Thursday, August 6

This City Don’t Feel Mine

WITH A STRANGE otherworldly apathy, I pass through the streets and am not witnessed in my doing so, but taking the path I sing to myself and call upon memory. Squeezed between the fingers of Gresham St. and London Wall is a small churchyard, wherein the office-workers gather to flirt and eat their modest lunch. The grass spills out over the edges, the trimmed trees, the pond around the fountain has rainy pins & needles, while small fish perform punctuation marks for my pleasure as I course round their rim. St. Barts, crossing over many streets, stands up tall; I shy away from its entrance; memories lie within, ogres, fairy-tale.
O, linoleum floors, I would like to be upon you again! Never did I gratefully enjoy your slaps.
There are tourists about with maps in their hands, children lagging. Although I have never asked them, I do not believe that my parents were ever heartbroken, nor my brothers. The wind is still and the Atlantic closeness immerses the city streets. I suspect that they went from trivial relationships into each other’s arms at nineteen years of age and did not look back. Indeed they occasionally speak of past girlfriends and boyfriends, but only as though they are reminiscing a rainy day at the beach or a bitter cup of coffee. I eye the security guard then turn my eyes up to the concrete blocks of Barbican. I wish I had been as fortunate as my parents; turning nineteen I thought, with a great deal of envy, how they were together by then. All I want is love, for it not to flutter away on the wing and leave me be. Walking down the street all I want is love, as intensely as if it were my life’s sole purpose and without it my existence were insignificant. I am no longer sure whether I want love or I want her.
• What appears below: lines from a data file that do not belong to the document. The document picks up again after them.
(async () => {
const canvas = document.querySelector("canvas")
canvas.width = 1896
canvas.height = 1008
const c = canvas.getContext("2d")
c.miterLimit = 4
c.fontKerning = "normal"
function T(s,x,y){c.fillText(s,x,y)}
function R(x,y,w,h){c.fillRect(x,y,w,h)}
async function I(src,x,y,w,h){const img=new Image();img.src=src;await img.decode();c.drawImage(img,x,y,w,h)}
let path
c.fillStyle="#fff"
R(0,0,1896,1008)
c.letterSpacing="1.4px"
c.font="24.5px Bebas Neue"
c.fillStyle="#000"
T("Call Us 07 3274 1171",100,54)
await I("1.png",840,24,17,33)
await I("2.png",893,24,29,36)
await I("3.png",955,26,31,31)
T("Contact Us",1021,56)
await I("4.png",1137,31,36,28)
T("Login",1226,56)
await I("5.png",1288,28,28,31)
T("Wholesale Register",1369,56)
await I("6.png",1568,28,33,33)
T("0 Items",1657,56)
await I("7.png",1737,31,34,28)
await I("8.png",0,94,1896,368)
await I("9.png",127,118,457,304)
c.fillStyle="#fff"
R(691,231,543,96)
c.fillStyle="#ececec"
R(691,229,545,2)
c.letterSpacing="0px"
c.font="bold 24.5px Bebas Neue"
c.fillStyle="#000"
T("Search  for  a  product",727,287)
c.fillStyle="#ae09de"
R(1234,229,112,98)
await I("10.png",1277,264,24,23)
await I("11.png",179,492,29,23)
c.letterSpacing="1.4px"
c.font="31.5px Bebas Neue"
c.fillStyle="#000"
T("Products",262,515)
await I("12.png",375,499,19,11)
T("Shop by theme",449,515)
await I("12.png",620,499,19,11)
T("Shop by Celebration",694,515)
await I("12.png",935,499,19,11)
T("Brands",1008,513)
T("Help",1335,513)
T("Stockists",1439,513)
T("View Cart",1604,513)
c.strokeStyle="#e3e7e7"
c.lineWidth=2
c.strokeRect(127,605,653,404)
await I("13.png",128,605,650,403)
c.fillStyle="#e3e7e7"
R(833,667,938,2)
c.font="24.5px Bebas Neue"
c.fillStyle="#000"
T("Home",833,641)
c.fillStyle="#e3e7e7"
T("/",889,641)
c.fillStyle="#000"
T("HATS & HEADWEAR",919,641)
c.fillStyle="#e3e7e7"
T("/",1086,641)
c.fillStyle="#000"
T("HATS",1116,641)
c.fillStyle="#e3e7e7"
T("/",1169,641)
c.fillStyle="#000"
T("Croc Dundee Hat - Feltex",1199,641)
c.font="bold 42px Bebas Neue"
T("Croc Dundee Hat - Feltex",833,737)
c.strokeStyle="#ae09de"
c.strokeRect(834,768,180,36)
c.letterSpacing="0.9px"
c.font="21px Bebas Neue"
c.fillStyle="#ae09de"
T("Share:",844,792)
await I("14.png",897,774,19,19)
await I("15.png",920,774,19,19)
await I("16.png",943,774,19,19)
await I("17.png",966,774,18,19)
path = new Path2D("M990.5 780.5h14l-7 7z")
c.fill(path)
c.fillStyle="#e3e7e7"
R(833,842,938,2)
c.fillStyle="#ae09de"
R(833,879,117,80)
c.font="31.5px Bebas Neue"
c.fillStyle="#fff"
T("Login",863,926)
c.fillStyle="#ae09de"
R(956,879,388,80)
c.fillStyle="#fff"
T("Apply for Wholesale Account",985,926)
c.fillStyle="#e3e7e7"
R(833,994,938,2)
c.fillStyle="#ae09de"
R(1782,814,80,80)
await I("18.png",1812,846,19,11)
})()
Upon the fragile shrine of my emotional conscience she is love, surrounded by candles, cups of whiskey and a bowl of Skittles. My middle-brother, I suspect he knows nothing of heartbreak. He has yet to learn it. The two serious relationships he had prior to his current (and a child produced, the mother absolutely wonderful, and I like her enough to name it love) left no mark on him when they ended. Who will scratch my back now? he wondered. I envy him, too. My youngest brother, he is scared of love, unwilling to let it get close enough to eat the apple from his hand! His immaturity hindering him from letting a girl penetrate his being, so he stands upon the periphery, refusing to commit, scared to commit, trembling. I would like him to get stuck in, embrace the perfection of love – no matter how brief or damaging it is!
I am envious of my family.
Walking down the street all I want is love.
Look how it has damaged me! I push myself up against the building. I put my fingers through my shirt! Look at this bastard, love! I should turn into a frog, I really should. I cannot keep listening to Be Quiet And Drive (Far Away) forever, although I might try. Love songs are one of the things I cling on to, speaking a language preciously wrapped up in the sentiment I keep close to my breast; you cannot see it, yet it is there, luminous and glad. She told me she could not listen to a particular song because it reminded her of H— & I, so I cry out—‘Every love song reminds me of you!’ An album I made to block out H— has lost its meaning; I have mangled it, changed it, added to it, now it is her & her only; I pace these pitiful streets calling out for her like a bird. Every song I ever heard is sung in the shade of her body, prettied out by her beauty, caressed by the wonder of her presence, and I am standing at the kerb, titling my head a little trying to look at her wrists, trying to comprehend why we can’t even be friends.
I am envious of my family. I see no way but down and these burning writings are nothing if not the swan song of someone who lost their darling.